10 Questions to Prevent KPI Unintended Consequencesby Stacey Barr
When we measure, there are consequences. Ask these questions so you can prevent unwanted unintended consequences triggered by your KPIs.
In our world everything is interconnected, like the tides and the weather and the flowers and the bees. When something happens with one part of the system, there are flow-on consequences for other connected parts of the system.
Nothing is an exception to this. Not even such abstract things as performance measures or KPIs. When we start measuring something new, there are flow-on consequences for other parts of the organisation’s system. And many of the consequences are unintended – we didn’t choose the KPI to create them, but they happen nonetheless.

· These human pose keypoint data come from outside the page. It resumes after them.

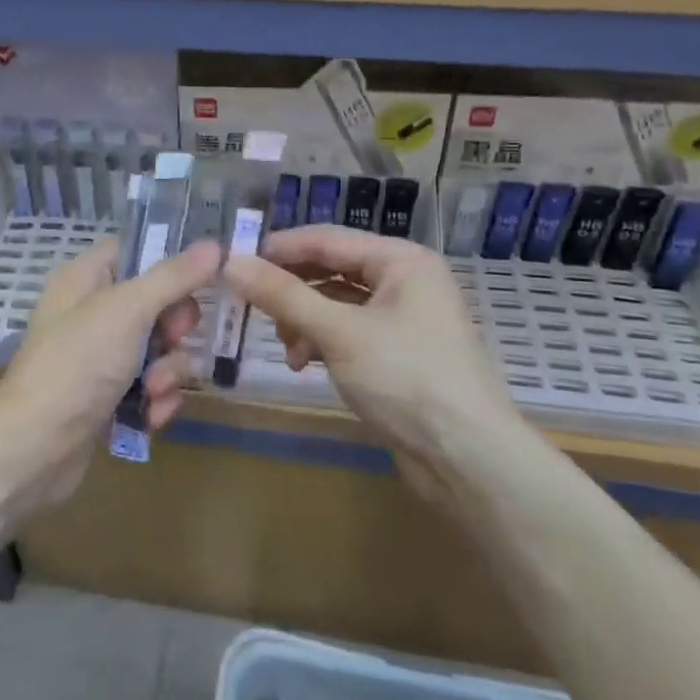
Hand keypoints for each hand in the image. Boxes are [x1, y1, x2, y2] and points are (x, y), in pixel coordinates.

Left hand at [0, 237, 221, 513]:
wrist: (34, 449)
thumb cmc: (77, 364)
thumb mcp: (127, 311)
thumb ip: (173, 277)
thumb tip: (214, 244)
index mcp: (85, 279)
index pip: (135, 250)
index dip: (170, 259)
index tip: (207, 271)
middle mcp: (91, 313)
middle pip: (156, 303)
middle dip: (174, 327)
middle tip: (173, 338)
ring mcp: (99, 358)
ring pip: (159, 349)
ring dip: (168, 371)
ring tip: (153, 390)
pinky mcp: (108, 398)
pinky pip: (150, 387)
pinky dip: (156, 400)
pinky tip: (150, 417)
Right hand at [222, 226, 527, 468]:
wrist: (468, 460)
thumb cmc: (407, 379)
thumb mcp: (338, 333)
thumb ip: (283, 295)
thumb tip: (231, 263)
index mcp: (402, 260)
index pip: (327, 239)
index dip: (280, 249)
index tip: (235, 263)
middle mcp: (404, 280)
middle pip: (331, 270)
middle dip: (292, 291)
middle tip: (252, 308)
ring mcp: (403, 318)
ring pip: (335, 304)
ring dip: (304, 321)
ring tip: (288, 348)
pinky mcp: (396, 353)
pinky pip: (347, 331)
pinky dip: (322, 342)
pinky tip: (306, 365)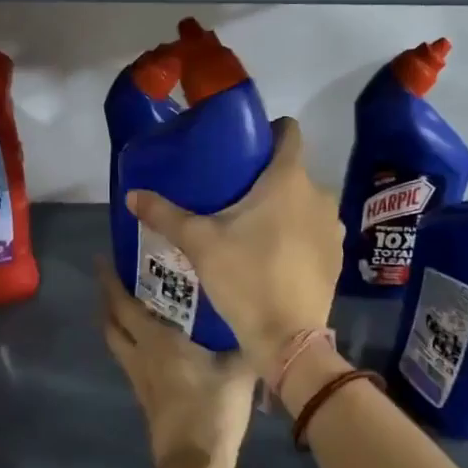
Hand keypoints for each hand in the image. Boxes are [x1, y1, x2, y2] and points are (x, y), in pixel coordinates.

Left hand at [98, 260, 254, 467]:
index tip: (102, 259)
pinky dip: (131, 342)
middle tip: (113, 278)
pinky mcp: (146, 397)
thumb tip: (262, 321)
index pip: (123, 304)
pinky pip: (130, 359)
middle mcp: (140, 355)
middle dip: (107, 299)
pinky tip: (150, 341)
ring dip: (115, 322)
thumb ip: (246, 342)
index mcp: (156, 341)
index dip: (109, 281)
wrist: (194, 463)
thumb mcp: (239, 370)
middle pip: (111, 323)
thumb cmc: (213, 408)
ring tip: (127, 305)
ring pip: (117, 343)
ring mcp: (140, 379)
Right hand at [125, 118, 341, 373]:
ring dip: (284, 206)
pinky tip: (274, 253)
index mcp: (289, 179)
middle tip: (234, 191)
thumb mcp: (199, 243)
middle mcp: (319, 195)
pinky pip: (315, 230)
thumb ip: (165, 214)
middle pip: (293, 170)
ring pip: (305, 202)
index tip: (244, 143)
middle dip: (267, 176)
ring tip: (252, 223)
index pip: (289, 132)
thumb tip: (131, 194)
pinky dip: (298, 233)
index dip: (269, 130)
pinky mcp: (336, 256)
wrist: (287, 338)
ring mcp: (332, 227)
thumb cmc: (245, 277)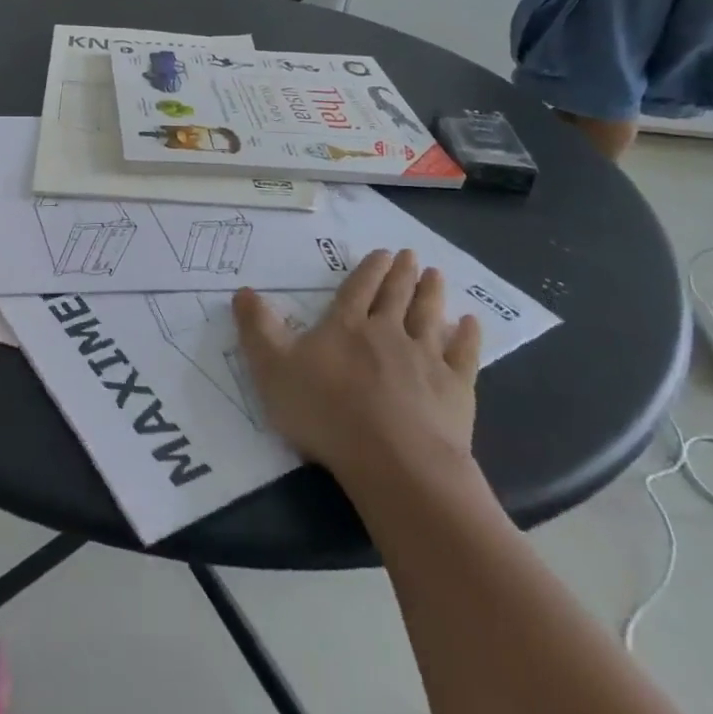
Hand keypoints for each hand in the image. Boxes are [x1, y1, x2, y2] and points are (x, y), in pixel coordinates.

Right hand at [234, 250, 480, 485]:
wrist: (394, 460)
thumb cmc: (326, 413)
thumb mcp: (272, 369)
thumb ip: (257, 329)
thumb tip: (241, 291)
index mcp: (346, 327)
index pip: (358, 290)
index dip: (369, 270)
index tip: (382, 253)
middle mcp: (387, 333)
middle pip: (396, 296)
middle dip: (402, 274)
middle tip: (410, 255)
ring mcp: (425, 358)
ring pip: (429, 316)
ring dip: (432, 294)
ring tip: (436, 275)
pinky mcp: (455, 388)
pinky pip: (463, 353)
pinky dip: (467, 335)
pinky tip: (470, 323)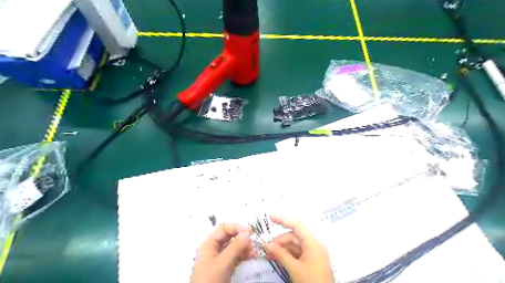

Unintended consequences can be good or bad.
Some of a KPI’s consequences will be good news. Like how Southwest Airlines’ KPI of Plane Turnaround Time has good consequences of higher profit, better customer loyalty and greater employee collaboration. Good unintended consequences can be leveraged.
But some of a KPI’s consequences will be bad news. Like how banks have measured Sales per Branch which drove employees to sell products to customers who didn’t need them or couldn’t afford them and to even create fake customers to open new accounts. Bad unintended consequences need to be managed, mitigated, or best of all, prevented.
Prevent the bad unintended consequences.
To prevent the unwanted unintended consequences of a new KPI or performance measure, here are 10 questions to prompt you to decide whether to manage, mitigate or prevent them:
- Could measuring this cause or increase harm to anyone?
- Could this measure insult or undermine the dignity of anyone (and thereby lose their support)?
- If this measure improved, could that sabotage another result’s or measure’s performance?
- Is improving this measure at odds with any of the organisation’s values?
- Is it possible that improving this measure might create more waste?
- Will this measure undermine collaboration?
- Might reaching a target for this measure escalate internal competition for fixed resources?
- Is the measure likely to encourage a quick fix that will ultimately fail?
- Will implementing and using this measure shift the burden of cost to another part of the system?
- Is this measure capable of triggering gaming behaviours?
What other questions would your own experience add to this list?
Any KPI can have negative unintended consequences. If you can’t mitigate them, maybe it’s not worth measuring it.